Nôze - Songs on the rocks (2008)

Publié le 03 avril 2008 par Oreilles

C'est vrai que je vous en fais bouffer, du Nôze, depuis quelques temps. Pas ma faute si les deux allumés aux chapeaux de paille remuent la routine du petit monde électronique à chacune de leurs saillies phonographiques. Comme je vous le disais, non sans excitation, le mois dernier, leur troisième album est déjà sur la rampe de lancement du label allemand Get Physical. Propulsion annoncée pour le 26 avril. Je dois dire que dès les préliminaires, Songs on the rocks a su me procurer une belle érection : c'est exactement l'album que j'attendais, tout aussi foutraque que leur précédent How to dance, mais davantage calibré pour séduire les masses.
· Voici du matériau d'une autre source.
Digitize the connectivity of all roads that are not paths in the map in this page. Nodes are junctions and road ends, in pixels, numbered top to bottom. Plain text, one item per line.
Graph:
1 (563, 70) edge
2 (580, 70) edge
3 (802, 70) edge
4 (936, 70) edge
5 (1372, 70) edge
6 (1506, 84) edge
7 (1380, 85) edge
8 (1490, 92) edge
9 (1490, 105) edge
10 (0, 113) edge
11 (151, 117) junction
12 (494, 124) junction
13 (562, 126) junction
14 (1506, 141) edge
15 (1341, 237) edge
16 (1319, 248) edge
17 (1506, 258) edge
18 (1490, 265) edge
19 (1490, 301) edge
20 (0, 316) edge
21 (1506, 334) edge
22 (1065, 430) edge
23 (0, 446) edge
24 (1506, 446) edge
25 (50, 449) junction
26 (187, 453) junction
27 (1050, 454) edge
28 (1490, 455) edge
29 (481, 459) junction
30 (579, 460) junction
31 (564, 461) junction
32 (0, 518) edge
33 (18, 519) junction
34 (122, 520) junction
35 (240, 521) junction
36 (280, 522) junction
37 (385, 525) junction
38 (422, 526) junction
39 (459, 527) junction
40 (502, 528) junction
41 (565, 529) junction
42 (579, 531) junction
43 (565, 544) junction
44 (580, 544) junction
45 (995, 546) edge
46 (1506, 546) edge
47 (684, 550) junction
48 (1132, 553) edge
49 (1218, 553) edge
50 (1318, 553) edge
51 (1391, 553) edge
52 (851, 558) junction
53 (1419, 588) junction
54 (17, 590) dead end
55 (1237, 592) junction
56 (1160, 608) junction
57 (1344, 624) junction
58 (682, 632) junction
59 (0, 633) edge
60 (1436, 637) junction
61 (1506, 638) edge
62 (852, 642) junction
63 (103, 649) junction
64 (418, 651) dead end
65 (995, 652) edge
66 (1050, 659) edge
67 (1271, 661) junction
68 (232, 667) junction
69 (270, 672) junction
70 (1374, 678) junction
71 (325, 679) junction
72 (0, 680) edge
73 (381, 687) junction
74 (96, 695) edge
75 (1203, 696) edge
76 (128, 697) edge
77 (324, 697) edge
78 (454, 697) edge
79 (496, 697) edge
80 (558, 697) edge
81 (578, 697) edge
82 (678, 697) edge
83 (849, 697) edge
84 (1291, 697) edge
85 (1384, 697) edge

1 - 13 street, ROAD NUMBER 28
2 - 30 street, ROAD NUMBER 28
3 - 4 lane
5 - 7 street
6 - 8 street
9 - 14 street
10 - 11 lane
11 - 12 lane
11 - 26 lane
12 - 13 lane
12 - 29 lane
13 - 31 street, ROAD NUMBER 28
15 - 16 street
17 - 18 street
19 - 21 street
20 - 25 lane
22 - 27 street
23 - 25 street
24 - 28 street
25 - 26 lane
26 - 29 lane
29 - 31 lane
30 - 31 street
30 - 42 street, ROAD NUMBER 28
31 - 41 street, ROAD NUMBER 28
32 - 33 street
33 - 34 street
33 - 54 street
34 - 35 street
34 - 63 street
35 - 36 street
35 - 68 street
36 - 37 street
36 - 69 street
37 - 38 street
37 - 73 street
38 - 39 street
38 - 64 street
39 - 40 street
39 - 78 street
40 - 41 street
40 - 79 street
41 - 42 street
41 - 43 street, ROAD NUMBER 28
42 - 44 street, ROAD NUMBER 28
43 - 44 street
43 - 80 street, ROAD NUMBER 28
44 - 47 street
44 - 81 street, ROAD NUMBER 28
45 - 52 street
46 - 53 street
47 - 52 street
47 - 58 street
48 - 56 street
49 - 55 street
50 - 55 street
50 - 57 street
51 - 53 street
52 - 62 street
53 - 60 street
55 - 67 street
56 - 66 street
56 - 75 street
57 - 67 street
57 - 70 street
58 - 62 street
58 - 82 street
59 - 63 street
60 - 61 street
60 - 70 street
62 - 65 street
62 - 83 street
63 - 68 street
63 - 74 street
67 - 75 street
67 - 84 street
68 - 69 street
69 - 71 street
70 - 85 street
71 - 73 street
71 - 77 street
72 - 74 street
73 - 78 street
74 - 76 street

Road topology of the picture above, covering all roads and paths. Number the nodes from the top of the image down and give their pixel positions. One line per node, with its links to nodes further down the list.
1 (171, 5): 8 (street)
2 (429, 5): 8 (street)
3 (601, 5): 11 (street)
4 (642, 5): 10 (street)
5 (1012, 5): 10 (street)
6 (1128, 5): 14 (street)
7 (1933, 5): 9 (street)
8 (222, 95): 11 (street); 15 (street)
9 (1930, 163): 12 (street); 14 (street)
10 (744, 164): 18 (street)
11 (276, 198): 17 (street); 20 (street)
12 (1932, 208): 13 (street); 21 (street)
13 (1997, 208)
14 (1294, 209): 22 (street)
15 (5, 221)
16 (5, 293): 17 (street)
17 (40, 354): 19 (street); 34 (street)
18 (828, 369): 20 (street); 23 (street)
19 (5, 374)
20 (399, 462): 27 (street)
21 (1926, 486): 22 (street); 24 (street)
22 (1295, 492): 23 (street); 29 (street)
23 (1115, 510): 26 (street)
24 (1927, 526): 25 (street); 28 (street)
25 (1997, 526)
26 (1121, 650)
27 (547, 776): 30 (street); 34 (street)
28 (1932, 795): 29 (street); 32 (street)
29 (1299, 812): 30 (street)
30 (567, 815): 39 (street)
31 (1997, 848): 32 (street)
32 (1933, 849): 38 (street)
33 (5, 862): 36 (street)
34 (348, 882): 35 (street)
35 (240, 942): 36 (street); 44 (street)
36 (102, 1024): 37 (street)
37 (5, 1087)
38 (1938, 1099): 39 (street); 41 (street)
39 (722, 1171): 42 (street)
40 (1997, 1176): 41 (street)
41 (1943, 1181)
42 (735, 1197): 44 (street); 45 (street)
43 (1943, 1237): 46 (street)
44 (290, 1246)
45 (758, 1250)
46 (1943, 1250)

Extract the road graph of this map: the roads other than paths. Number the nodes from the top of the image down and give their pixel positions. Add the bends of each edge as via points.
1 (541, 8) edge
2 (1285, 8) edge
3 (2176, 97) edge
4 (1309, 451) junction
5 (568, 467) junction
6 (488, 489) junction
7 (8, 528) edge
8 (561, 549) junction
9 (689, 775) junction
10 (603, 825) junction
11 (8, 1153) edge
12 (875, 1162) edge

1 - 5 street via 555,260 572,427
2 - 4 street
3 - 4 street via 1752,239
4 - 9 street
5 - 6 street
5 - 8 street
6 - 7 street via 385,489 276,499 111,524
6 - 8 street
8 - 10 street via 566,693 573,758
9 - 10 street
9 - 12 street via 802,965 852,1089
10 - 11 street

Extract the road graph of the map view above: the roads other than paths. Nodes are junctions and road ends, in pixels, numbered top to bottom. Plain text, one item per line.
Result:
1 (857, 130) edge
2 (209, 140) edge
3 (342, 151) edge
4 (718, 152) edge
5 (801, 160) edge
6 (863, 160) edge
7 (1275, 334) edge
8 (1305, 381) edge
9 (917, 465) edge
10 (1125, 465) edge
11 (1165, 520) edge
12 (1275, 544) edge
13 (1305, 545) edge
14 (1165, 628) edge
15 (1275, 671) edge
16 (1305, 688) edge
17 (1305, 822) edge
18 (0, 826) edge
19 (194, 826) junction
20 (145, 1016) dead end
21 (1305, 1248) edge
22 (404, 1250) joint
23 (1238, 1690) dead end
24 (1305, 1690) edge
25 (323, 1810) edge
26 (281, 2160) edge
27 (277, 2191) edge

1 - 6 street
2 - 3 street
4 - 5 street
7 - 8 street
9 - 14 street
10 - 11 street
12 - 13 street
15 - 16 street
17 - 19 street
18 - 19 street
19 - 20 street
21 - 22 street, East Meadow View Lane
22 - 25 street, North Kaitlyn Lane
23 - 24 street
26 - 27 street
Finies ou presque les errances instrumentales et bruitistes, Nôze fait désormais dans la chanson. Comme ils avaient pu le faire sur certains de leurs meilleurs morceaux (« Love Affair », « Kitchen » ou l'imparable « Remember love » - « N°1 techno track of 2007 » d'après le très influent Pitchfork et présent ici plus d'un an après sa sortie en maxi), Nicolas Sfintescu et Ezechiel Pailhes, sans se prétendre chanteurs, donnent de la voix avec une énergie hors du commun, passant de l'éructation façon cancer de la gorge à des choeurs moelleux et funky. Leurs paroles témoignent d'un esprit potache attachant, dénué de toute sophistication, entre incitation à la beuverie (« You have to dance to this / You have to drink all night ») et enfantillages dadaïstes. La palme de l'absurdité revient à « L'inconnu du placard », Vaudeville sonore sans queue ni tête qui décape d'emblée les écoutilles : « Quand je te vois le matin / Mon amour / Tous les jours / Je bois du vin »... Si le duo insiste lourdement dans cette veine paillarde, il se permet cependant un détour par la chanson d'amour, sur le très sensuel « Danse avec moi ». Pour l'occasion, ils invitent la délicieuse Dani Siciliano, souvent entendue avec Matthew Herbert, à chanter en français avec son sensuellissime accent. Et puisqu'on parle d'Herbert, la prod luxueuse de ce titre, avec ses cordes enveloppantes, rappelle incontestablement les grandes heures du magicien britannique, à l'époque où il sévissait sous pseudo Doctor Rockit.


Difficile, par ailleurs, de caractériser le son de Nôze, conglomérrat de micro-house, d'eurodance, de musette, de jazz éthiopien (« Ethiopio »), de chants slaves et de blues (« Childhood blues ») – plus disparate tu meurs... Boris Eltsine, qui nous lit sûrement depuis le paradis des ivrognes, n'aurait certainement pas dédaigné entonner, visage écarlate et haleine au kérozène, les airs russisants de « You have to dance » et « Little bug ». Des titres qui gravitent - je sais, c'est improbable - entre « Le petit bonhomme en mousse », « Kalinka » et la minimale allemande.


Je ne vais peut-être pas me faire des potes en disant ça, mais lorsqu'on voit l'énorme buzz que suscitent des albums médiocres comme le dernier Hot Chip, on ne comprend pas comment des artistes aussi brillants que Nôze peuvent rester aussi confidentiels.


En bref : Deux doux dingues parisiens se brisent les cordes vocales sur des rythmiques minimales avec une paillardise que l'on jugera, au choix, géniale ou affligeante. Un album qui ne ressemble à aucun autre.

A noter : En live, l'hystérie de Nôze est décuplée, comme j'ai pu en juger lors d'un mini-concert à la Bellevilloise. Ne ratez surtout pas leur prochaine apparition, le 16 mai au Bataclan ! Nos amis québecquois pourront quant à eux les voir le 30 mai au festival Mutek de Montréal.